1.4 Declarative Middleware Configuration (YAML-Driven)

Config-over-code: middleware chains SHOULD be configurable via apcore.yaml without writing any application code.

middleware:
  - type: "tracing"
    match_modules: ["executor.*"]
  - type: "circuit_breaker"
    open_threshold: 0.3
    recovery_window_ms: 60000
  - type: "logging"
    log_inputs: true
    log_outputs: false
  - type: "custom"
    handler: "myapp.middleware.RateLimiter"
    config:
      requests_per_second: 100

Normative rules:

  • Implementations MUST support at minimum the tracing, circuit_breaker, and logging built-in middleware types via YAML configuration.
  • Custom middleware types MUST be resolvable via a dotted module path supplied in the handler field (e.g., myapp.middleware.RateLimiter). Implementations MUST raise a clear configuration error if the handler cannot be imported or does not implement the Middleware interface.
  • The match_modules field, when present, restricts the middleware to module IDs matching the provided glob patterns. When absent, the middleware applies to all modules.

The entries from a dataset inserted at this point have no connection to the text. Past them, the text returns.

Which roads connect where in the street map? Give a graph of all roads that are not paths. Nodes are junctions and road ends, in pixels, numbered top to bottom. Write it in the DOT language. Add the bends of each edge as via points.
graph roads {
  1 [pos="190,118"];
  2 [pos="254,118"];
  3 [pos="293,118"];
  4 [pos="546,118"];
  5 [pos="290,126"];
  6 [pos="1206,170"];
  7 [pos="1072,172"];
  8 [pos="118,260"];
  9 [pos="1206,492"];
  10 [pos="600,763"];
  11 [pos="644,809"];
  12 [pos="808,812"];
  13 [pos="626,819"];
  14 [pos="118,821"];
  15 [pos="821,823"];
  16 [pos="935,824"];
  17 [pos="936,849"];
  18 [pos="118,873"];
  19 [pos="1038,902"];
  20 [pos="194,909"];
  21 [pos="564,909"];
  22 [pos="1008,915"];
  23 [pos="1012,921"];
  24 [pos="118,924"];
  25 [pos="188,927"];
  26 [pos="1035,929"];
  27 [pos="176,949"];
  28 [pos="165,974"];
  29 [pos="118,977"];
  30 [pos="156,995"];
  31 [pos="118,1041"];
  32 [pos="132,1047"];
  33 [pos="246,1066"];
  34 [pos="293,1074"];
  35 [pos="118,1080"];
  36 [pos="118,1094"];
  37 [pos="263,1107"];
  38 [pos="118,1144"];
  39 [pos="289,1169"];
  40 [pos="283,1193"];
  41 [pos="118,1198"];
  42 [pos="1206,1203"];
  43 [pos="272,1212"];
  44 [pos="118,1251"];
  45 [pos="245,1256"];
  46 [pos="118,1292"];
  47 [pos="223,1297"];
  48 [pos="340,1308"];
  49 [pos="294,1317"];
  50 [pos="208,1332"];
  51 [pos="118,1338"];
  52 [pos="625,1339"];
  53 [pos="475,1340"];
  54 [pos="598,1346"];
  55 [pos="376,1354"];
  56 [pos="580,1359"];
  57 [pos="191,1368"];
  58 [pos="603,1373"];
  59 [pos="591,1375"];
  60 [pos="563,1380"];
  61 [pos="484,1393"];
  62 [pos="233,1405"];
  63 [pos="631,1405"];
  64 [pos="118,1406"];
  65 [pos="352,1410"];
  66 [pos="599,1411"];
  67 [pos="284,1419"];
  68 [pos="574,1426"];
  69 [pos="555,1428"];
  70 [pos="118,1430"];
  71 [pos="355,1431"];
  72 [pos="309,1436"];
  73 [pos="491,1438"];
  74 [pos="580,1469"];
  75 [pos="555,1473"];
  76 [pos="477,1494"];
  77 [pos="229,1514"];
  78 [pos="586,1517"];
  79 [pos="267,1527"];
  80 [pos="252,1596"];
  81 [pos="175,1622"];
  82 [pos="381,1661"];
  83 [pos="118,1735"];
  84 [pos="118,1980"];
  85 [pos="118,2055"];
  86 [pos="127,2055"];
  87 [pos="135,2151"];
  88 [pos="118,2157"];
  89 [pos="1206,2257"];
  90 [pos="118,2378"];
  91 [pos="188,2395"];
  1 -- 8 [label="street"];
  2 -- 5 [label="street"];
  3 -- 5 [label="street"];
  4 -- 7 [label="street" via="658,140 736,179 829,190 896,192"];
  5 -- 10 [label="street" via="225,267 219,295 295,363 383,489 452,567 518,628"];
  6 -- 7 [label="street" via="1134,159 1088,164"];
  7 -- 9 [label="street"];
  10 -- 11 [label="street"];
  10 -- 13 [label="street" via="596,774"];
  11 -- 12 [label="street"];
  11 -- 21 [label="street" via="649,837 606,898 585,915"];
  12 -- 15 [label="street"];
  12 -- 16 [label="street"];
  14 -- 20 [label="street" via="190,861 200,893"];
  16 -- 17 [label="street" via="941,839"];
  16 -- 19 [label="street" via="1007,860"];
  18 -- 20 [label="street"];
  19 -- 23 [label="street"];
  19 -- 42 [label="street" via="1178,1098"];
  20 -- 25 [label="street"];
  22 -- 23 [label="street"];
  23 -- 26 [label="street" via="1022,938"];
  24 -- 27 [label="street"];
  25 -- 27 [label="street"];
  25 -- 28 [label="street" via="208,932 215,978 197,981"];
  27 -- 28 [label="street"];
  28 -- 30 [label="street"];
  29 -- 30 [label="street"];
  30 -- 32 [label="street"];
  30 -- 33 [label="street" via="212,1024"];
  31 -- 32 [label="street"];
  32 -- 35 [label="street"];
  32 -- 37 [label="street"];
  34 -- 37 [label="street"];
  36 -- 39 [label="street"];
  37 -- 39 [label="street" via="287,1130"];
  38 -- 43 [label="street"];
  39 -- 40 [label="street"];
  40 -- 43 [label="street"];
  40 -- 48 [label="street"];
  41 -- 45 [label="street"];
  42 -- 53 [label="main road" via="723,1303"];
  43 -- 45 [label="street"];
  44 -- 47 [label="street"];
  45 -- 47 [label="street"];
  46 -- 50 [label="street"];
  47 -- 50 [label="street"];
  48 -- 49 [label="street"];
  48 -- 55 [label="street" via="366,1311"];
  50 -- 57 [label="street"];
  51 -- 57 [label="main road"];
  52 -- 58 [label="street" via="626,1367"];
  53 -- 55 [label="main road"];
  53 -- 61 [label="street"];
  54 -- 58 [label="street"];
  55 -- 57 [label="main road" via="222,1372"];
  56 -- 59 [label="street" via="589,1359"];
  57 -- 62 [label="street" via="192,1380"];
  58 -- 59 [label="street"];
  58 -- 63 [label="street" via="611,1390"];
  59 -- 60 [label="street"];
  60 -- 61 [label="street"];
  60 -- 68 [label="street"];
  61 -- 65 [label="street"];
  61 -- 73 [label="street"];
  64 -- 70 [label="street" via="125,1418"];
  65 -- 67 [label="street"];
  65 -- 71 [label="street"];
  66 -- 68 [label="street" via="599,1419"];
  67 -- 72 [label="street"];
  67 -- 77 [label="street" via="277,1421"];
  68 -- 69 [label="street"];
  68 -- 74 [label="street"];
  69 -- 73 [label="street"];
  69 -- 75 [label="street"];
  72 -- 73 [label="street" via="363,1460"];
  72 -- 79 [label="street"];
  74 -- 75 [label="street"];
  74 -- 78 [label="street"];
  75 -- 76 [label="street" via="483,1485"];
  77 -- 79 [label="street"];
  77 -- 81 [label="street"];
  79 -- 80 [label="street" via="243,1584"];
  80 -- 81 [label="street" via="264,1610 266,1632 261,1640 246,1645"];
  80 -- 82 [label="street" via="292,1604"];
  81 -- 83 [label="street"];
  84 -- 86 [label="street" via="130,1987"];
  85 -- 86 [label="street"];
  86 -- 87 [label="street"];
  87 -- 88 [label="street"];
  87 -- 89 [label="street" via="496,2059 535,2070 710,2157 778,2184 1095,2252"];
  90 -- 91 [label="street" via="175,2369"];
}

1.5 Async Handler Detection

Incorrect async detection causes middleware to be invoked synchronously when it should be awaited, silently swallowing results.

!!! warning Using isawaitable(handler) in Python always returns False for non-called functions — it tests whether an object is awaitable, not whether a function is a coroutine function. Use inspect.iscoroutinefunction(handler) instead.

Normative rules:

  • Python: Implementations MUST use inspect.iscoroutinefunction(handler) to detect async handlers. Using isawaitable(handler) on an uncalled function is incorrect and MUST NOT be used for this purpose.
  • TypeScript: Implementations MUST check handler.constructor.name === 'AsyncFunction' to detect async handlers before invocation. Checking instanceof Promise after invocation is too late (the function has already been called synchronously). Preferred approach: inspect the function itself via handler.constructor.name.
  • Rust: Async handlers are statically typed via async_trait; no runtime detection is needed or possible.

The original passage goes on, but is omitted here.